Cpl Adderley, however, has previously stated that based on the information contained in Mrs Hanna’s BTC phone bills, there was a discrepancy between the call logs he analysed and her phone statements. The officer also accepted that if he was privy to the information in the BTC phone bills, his analysis results would be fundamentally different.
Yesterday, Supt Johnson denied that he had anything to do with the modification of the call logs, maintaining that he trusted what was given to him as accurate. He further stated that he could not fully address the discrepancy between the call logs and the phone bills because he did not request the latter as a part of his investigations.
Issues also arose concerning an “addendum” made on February 26 of this year to Mrs Hanna’s statement to police on July 3, 2017.

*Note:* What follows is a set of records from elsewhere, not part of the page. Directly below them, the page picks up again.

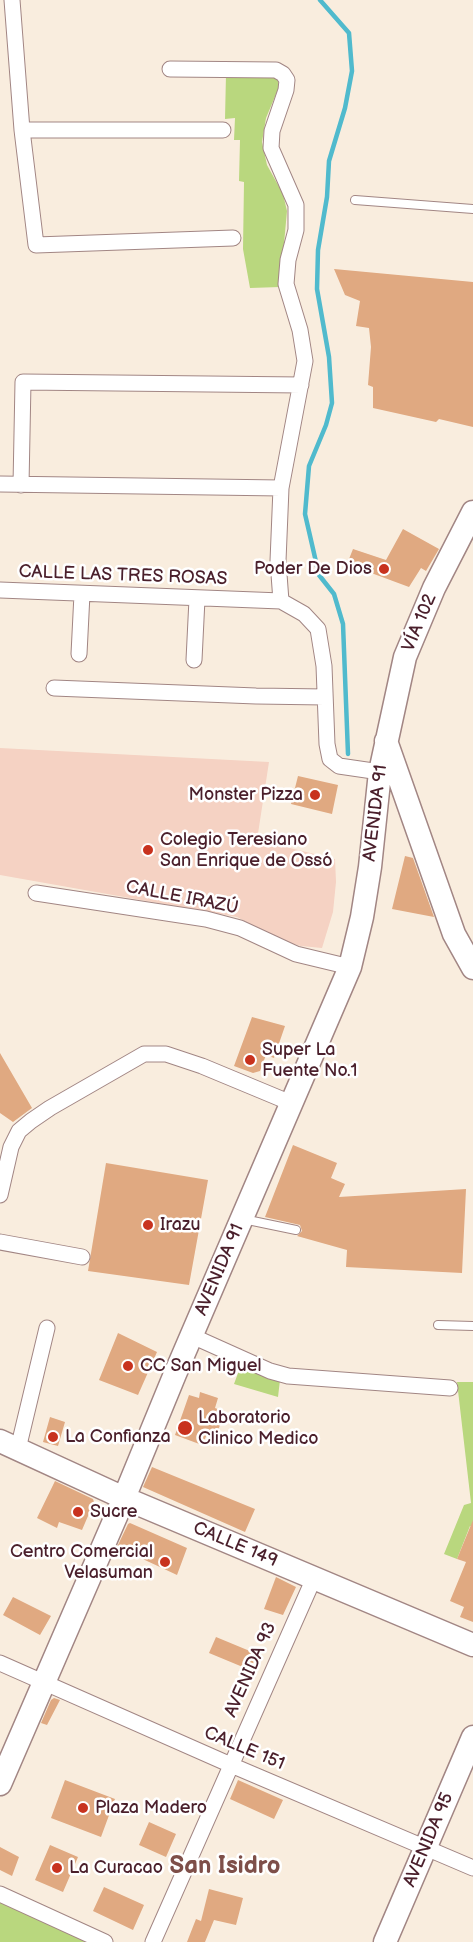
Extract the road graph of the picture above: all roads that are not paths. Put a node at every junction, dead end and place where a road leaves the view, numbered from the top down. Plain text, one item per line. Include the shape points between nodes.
1 (12, 0) edge
2 (170, 69) dead end
3 (22, 130) junction
4 (224, 130) dead end
5 (355, 200) dead end
6 (473, 208) edge
7 (233, 238) dead end
8 (301, 385) junction
9 (0, 484) edge
10 (21, 485) junction
11 (281, 488) junction
12 (473, 512) edge
13 (0, 590) edge
14 (82, 594) junction
15 (198, 598) junction
16 (281, 601) junction
17 (78, 654) dead end
18 (194, 660) dead end
19 (54, 688) dead end
20 (397, 693) junction
21 (325, 697) junction
22 (386, 740) joint
23 (388, 772) junction
24 (36, 893) dead end
25 (350, 967) junction
26 (473, 968) edge
27 (291, 1103) junction
28 (0, 1195) edge
29 (242, 1219) junction
30 (296, 1230) dead end
31 (0, 1242) edge
32 (82, 1257) dead end
33 (438, 1324) dead end
34 (473, 1326) edge
35 (47, 1328) dead end
36 (192, 1336) junction
37 (450, 1388) dead end
38 (9, 1445) edge
39 (124, 1498) junction
40 (314, 1578) junction
41 (473, 1645) edge
42 (0, 1663) edge
43 (44, 1682) junction
44 (473, 1737) edge
45 (231, 1765) junction
46 (0, 1784) edge
47 (426, 1848) junction
48 (473, 1868) edge
49 (0, 1894) edge
50 (105, 1942) edge
51 (153, 1942) edge
52 (385, 1942) edge

1 - 3 street
2 - 8 street via 276,70 286,81 271,148 296,205 296,230 285,284 305,361
3 - 4 street
3 - 7 street via 36,245
5 - 6 lane
8 - 10 street via 23,382
8 - 11 street
9 - 10 street
10 - 11 street
11 - 16 street
12 - 20 main road, VÍA 102 via 434,588 405,657
13 - 14 street, CALLE LAS TRES ROSAS
14 - 15 street, CALLE LAS TRES ROSAS
14 - 17 street
15 - 16 street, CALLE LAS TRES ROSAS
15 - 18 street
16 - 21 street via 304,614 318,629
19 - 21 street
20 - 22 main road, VÍA 102
20 - 23 main road
21 - 23 street via 330,759 339,766
22 - 23 main road, AVENIDA 91
23 - 25 main road, AVENIDA 91
23 - 26 main road via 454,933
24 - 25 street, CALLE IRAZÚ via 206,919 240,928 296,954
25 - 27 main road, AVENIDA 91
27 - 28 street via 202,1066 166,1054 144,1054 50,1108 19,1131 11,1147
27 - 29 main road, AVENIDA 91
29 - 30 lane
29 - 36 main road, AVENIDA 91
31 - 32 street
33 - 34 lane
35 - 38 street
36 - 37 street via 288,1376
36 - 39 main road, AVENIDA 91
38 - 39 main road, CALLE 149
39 - 40 main road, CALLE 149
39 - 43 main road, AVENIDA 91
40 - 41 main road, CALLE 149
40 - 45 street, AVENIDA 93
42 - 43 street, CALLE 151
43 - 45 street, CALLE 151
43 - 46 main road, AVENIDA 91
44 - 47 main road, AVENIDA 95
45 - 47 street, CALLE 151
45 - 51 street, AVENIDA 93
47 - 48 street, CALLE 151
47 - 52 main road, AVENIDA 95
49 - 50 street

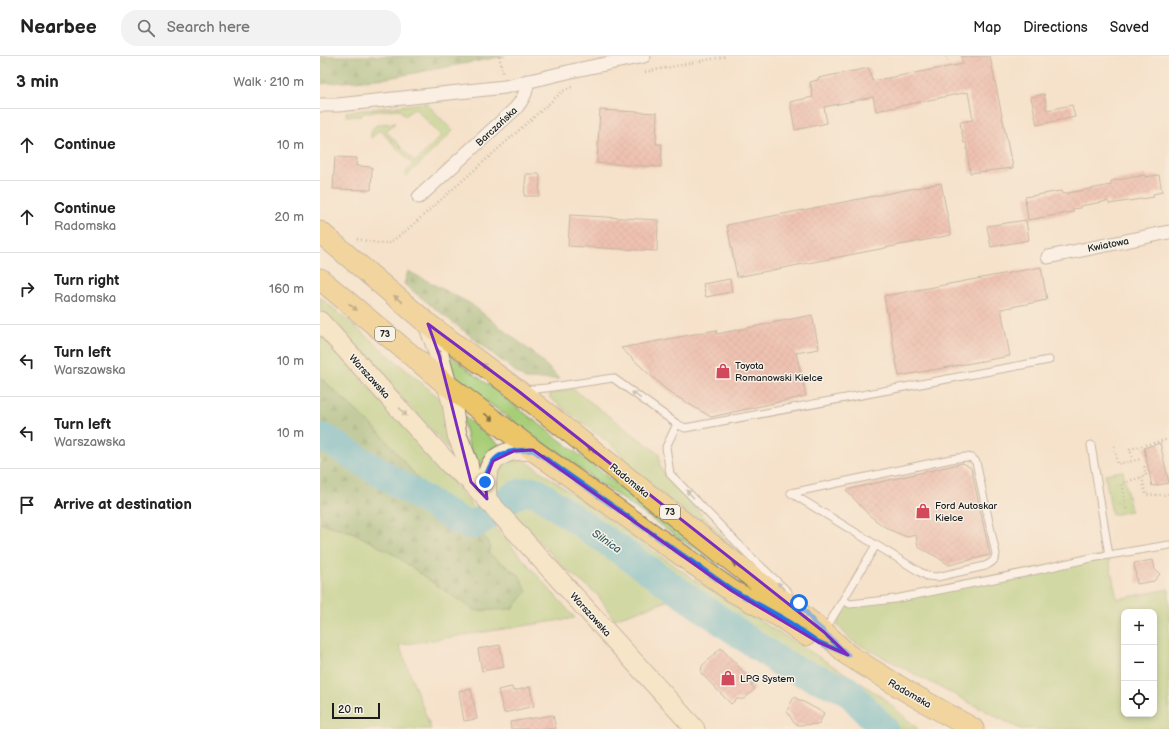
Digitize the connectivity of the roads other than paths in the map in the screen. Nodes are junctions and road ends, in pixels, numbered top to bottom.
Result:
1 (644, 56) edge
2 (527, 82) junction
3 (320, 106) edge
4 (419, 197) dead end
5 (320, 232) edge
6 (1169, 232) edge
7 (1048, 257) dead end
8 (320, 279) edge
9 (320, 321) edge
10 (428, 324) junction
11 (1049, 360) dead end
12 (447, 385) junction
13 (517, 390) junction
14 (677, 424) junction
15 (1091, 445) dead end
16 (533, 450) junction
17 (471, 482) junction
18 (487, 499) junction
19 (876, 545) junction
20 (1169, 545) edge
21 (1109, 555) junction
22 (843, 600) junction
23 (820, 629) junction
24 (848, 655) junction
25 (695, 729) edge
26 (973, 729) edge

1 - 2 street
2 - 3 street
2 - 4 street, Barczańska
10 -> 5 main road, 73
6 - 7 street, Kwiatowa
8 -> 12 main road, 73
9 -> 17 street, Warszawska
12 -> 10 street
13 -> 10 main road, Radomska / 73
11 - 14 lane
12 -> 16 main road, 73
12 - 17 street
14 -> 13 lane
23 -> 13 main road, Radomska / 73
23 -> 14 lane
15 - 21 lane
16 - 18 street
16 - 24 main road, Radomska / 73
17 - 18 street, Warszawska
18 - 25 street, Warszawska
19 - 19 lane
19 - 22 lane
20 - 21 lane
21 - 22 lane
22 - 23 lane
23 - 24 main road, Radomska / 73
24 - 26 main road, Radomska / 73

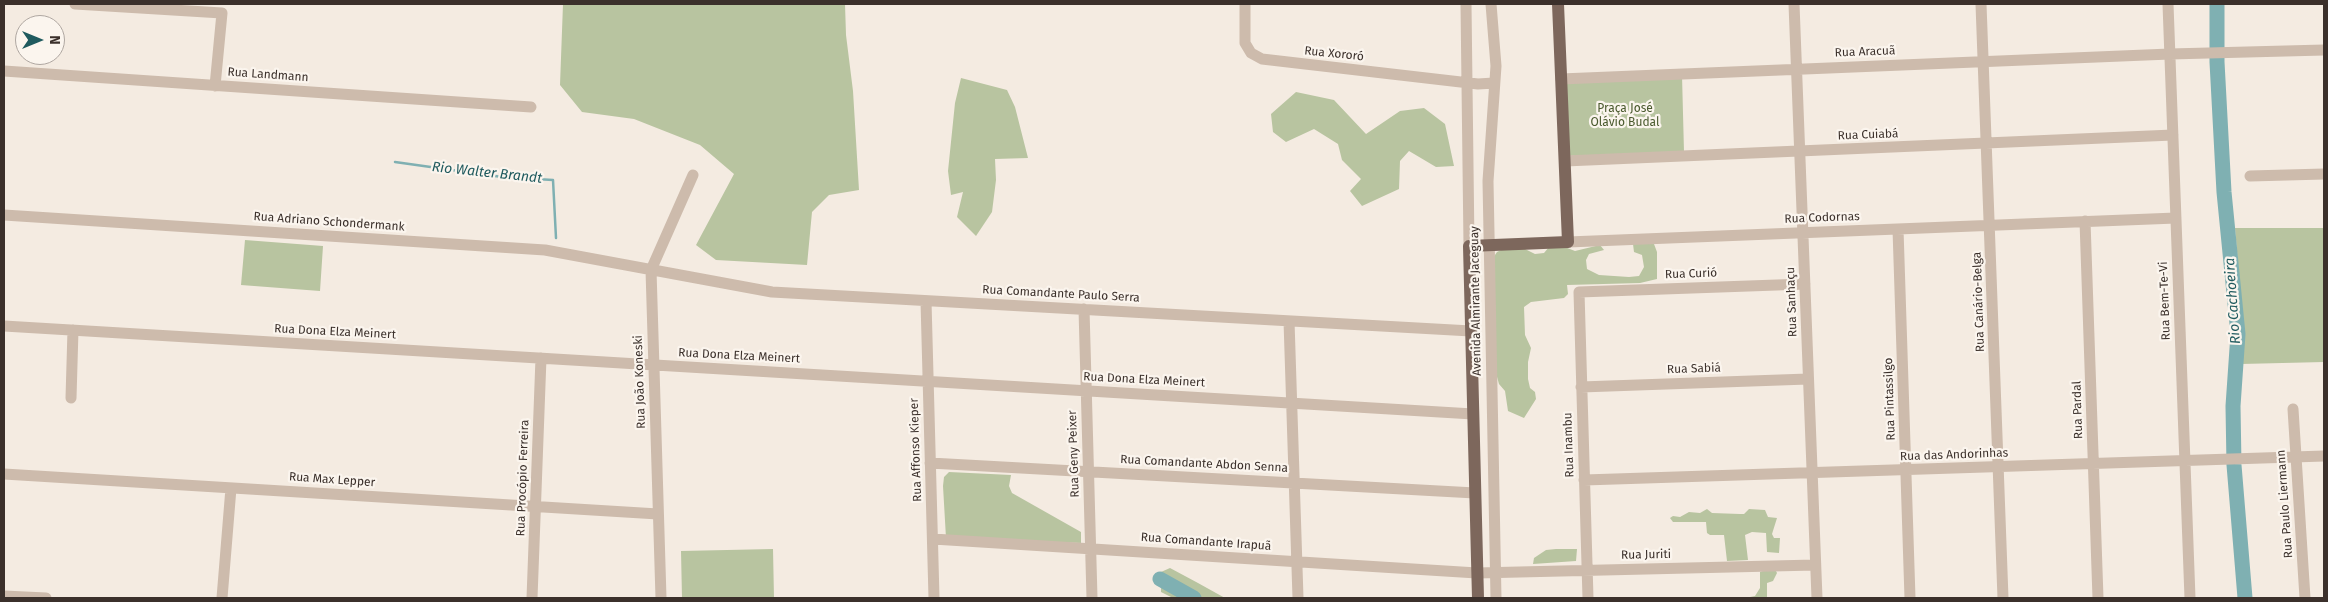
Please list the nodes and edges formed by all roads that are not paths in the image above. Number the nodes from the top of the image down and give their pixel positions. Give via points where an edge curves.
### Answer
1 (75, 4) edge
2 (1245, 4) edge
3 (1468, 4) edge
4 (1491, 4) edge
5 (1558, 4) edge
6 (1794, 4) edge
7 (1981, 4) edge
8 (2168, 4) edge
9 (2324, 50) edge
10 (2170, 54) junction
11 (1984, 61) junction
12 (1797, 69) junction
13 (4, 71) edge
14 (1561, 79) junction
15 (1467, 82) junction
16 (1494, 83) junction
17 (215, 86) junction
18 (531, 107) dead end
19 (2173, 135) junction
20 (1987, 143) junction
21 (1800, 151) junction
22 (1565, 161) junction
23 (2324, 174) edge
24 (693, 175) dead end
25 (2250, 176) dead end
26 (4, 215) edge
27 (2176, 218) junction
28 (2085, 222) junction
29 (1990, 225) junction
30 (1898, 229) junction
31 (1803, 233) junction
32 (1568, 242) junction
33 (1470, 246) junction
34 (1489, 246) junction
35 (651, 270) junction
36 (1805, 284) junction
37 (1579, 292) joint
38 (926, 301) junction
39 (1084, 309) junction
40 (1289, 321) junction
41 (4, 326) edge
42 (73, 330) junction
43 (1471, 331) junction
44 (540, 358) junction
45 (654, 365) junction
46 (1808, 379) junction
47 (928, 381) junction
48 (1581, 387) junction
49 (1086, 391) junction
50 (71, 398) dead end
51 (1292, 403) junction
52 (2293, 409) dead end
53 (1473, 414) junction
54 (2324, 456) edge
55 (2296, 457) junction
56 (2185, 461) junction
57 (930, 463) junction
58 (2093, 464) junction
59 (1998, 467) junction
60 (1906, 470) junction
61 (1088, 472) junction
62 (1812, 473) junction
63 (4, 474) edge
64 (1584, 480) junction
65 (1295, 483) junction
66 (231, 488) junction
67 (1475, 493) junction
68 (536, 507) junction
69 (658, 514) junction
70 (933, 539) junction
71 (1091, 549) junction
72 (1297, 562) junction
73 (1815, 565) junction
74 (1587, 570) junction
75 (1495, 572) junction
76 (1477, 573) junction
77 (4, 596) edge
78 (46, 598) edge
79 (222, 598) edge
80 (532, 598) edge
81 (660, 598) edge
82 (934, 598) edge
83 (1092, 598) edge
84 (1298, 598) edge
85 (1478, 598) edge
86 (1482, 598) edge
87 (1496, 598) edge
88 (1588, 598) edge
89 (1816, 598) edge
90 (1910, 598) edge
91 (2004, 598) edge
92 (2098, 598) edge
93 (2190, 598) edge
94 (2305, 598) edge

1 - 17 street via 222,14
2 - 15 street, Rua Xororó via 1245,43 1255,57
3 - 15 street, Avenida Almirante Jaceguay
4 - 16 street, Avenida Almirante Jaceguay via 1496,48
5 - 14 main road
6 - 12 street, Rua Sanhaçu
7 - 11 street, Rua Canário-Belga
8 - 10 street, Rua Bem-Te-Vi
9 - 10 street, Rua Aracuã
10 - 11 street, Rua Aracuã
10 - 19 street, Rua Bem-Te-Vi
11 - 12 street, Rua Aracuã
11 - 20 street, Rua Canário-Belga
12 - 14 street, Rua Aracuã
12 - 21 street, Rua Sanhaçu
13 - 17 street, Rua Landmann
14 - 22 main road
15 - 16 street, Rua Xororó
15 - 33 street, Avenida Almirante Jaceguay
16 - 34 street, Avenida Almirante Jaceguay via 1488,168
17 - 18 street, Rua Landmann
19 - 20 street, Rua Cuiabá
19 - 27 street, Rua Bem-Te-Vi
20 - 21 street, Rua Cuiabá
20 - 29 street, Rua Canário-Belga
21 - 22 street, Rua Cuiabá
21 - 31 street, Rua Sanhaçu
22 - 32 main road
23 - 25 street
24 - 35 street, Rua João Koneski
26 - 35 street, Rua Adriano Schondermank via 533,249
27 - 28 street, Rua Codornas
27 - 56 street, Rua Bem-Te-Vi
28 - 29 street, Rua Codornas
28 - 58 street, Rua Pardal
29 - 30 street, Rua Codornas
29 - 59 street, Rua Canário-Belga
30 - 31 street, Rua Codornas
30 - 60 street, Rua Pintassilgo
31 - 32 street, Rua Codornas
31 - 36 street, Rua Sanhaçu
32 - 34 main road, Rua Codornas
33 - 34 main road, Rua Codornas
33 - 43 main road, Avenida Almirante Jaceguay
34 - 75 street, Avenida Almirante Jaceguay
35 - 38 street, Rua Comandante Paulo Serra via 772,292
35 - 45 street, Rua João Koneski
36 - 37 street, Rua Curió
36 - 46 street, Rua Sanhaçu
37 - 48 street, Rua Inambu
38 - 39 street, Rua Comandante Paulo Serra
38 - 47 street, Rua Affonso Kieper
39 - 40 street, Rua Comandante Paulo Serra
39 - 49 street, Rua Geny Peixer
40 - 43 street, Rua Comandante Paulo Serra
40 - 51 street
41 - 42 street, Rua Dona Elza Meinert
42 - 44 street, Rua Dona Elza Meinert
42 - 50 street
43 - 53 main road, Avenida Almirante Jaceguay
44 - 45 street, Rua Dona Elza Meinert
44 - 68 street, Rua Procópio Ferreira
45 - 47 street, Rua Dona Elza Meinert
45 - 69 street, Rua João Koneski
46 - 48 street, Rua Sabiá
46 - 62 street, Rua Sanhaçu
47 - 49 street, Rua Dona Elza Meinert
47 - 57 street, Rua Affonso Kieper
48 - 64 street, Rua Inambu
49 - 51 street, Rua Dona Elza Meinert
49 - 61 street, Rua Geny Peixer
51 - 53 street, Rua Dona Elza Meinert
51 - 65 street
52 - 55 street, Rua Paulo Liermann
53 - 67 main road, Avenida Almirante Jaceguay
54 - 55 street, Rua das Andorinhas
55 - 56 street, Rua das Andorinhas
55 - 94 street, Rua Paulo Liermann
56 - 58 street, Rua das Andorinhas
56 - 93 street, Rua Bem-Te-Vi
57 - 61 street, Rua Comandante Abdon Senna
57 - 70 street, Rua Affonso Kieper
58 - 59 street, Rua das Andorinhas
58 - 92 street, Rua Pardal
59 - 60 street, Rua das Andorinhas
59 - 91 street, Rua Canário-Belga
60 - 62 street, Rua das Andorinhas
60 - 90 street, Rua Pintassilgo
61 - 65 street, Rua Comandante Abdon Senna
61 - 71 street, Rua Geny Peixer
62 - 64 street, Rua das Andorinhas
62 - 73 street, Rua Sanhaçu
63 - 66 street, Rua Max Lepper
64 - 74 street, Rua Inambu
65 - 67 street, Rua Comandante Abdon Senna
65 - 72 street
66 - 68 street, Rua Max Lepper
66 - 79 street
67 - 76 main road, Avenida Almirante Jaceguay
68 - 69 street, Rua Max Lepper
68 - 80 street, Rua Procópio Ferreira
69 - 81 street, Rua João Koneski
70 - 71 street, Rua Comandante Irapuã
70 - 82 street, Rua Affonso Kieper
71 - 72 street, Rua Comandante Irapuã
71 - 83 street, Rua Geny Peixer
72 - 76 street, Rua Comandante Irapuã
72 - 84 street
73 - 74 street, Rua Juriti
73 - 89 street, Rua Sanhaçu
74 - 75 street, Rua Juriti
74 - 88 street, Rua Inambu
75 - 76 street, Rua Juriti
75 - 87 street, Avenida Almirante Jaceguay
76 - 85 main road, Avenida Almirante Jaceguay
76 - 86 main road, Avenida Almirante Jaceguay
77 - 78 street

Lead Crown attorney Edward Jenkins, QC, said after being formally parachuted into the matter in February, he instructed Supt Johnson to make the addendum to Mrs Hanna's statement because he did not want the defence to be in the dark about things Mrs Hanna allegedly told the officer, but were not contained in her initial statement.
However, Mr Knight said because the addendum was not signed by Mrs Hanna, it raises the issue of there being nothing outside of Supt Johnson’s claims that she told him whatever she did to prove Mrs Hanna made the statements.
The matter continues.
Smith is facing 15 criminal charges concerning his alleged solicitation of $65,000 in bribes from a woman he is said to have assisted in getting a contract. He is currently out on $50,000 bail.
It is alleged that Smith, between April 2016 and April 2017, in respect of his duties as a public officer, demanded and obtained $5,000 a month from Mrs Hanna.
He is also alleged to have attempted to extort another $5,000 from Mrs Hanna.
Concerning the bribery charge, it is alleged he solicited $5,000 a month from Mrs Hanna for aiding her in getting a contract with the PHA.
Smith pleaded not guilty to all the allegations during his arraignment.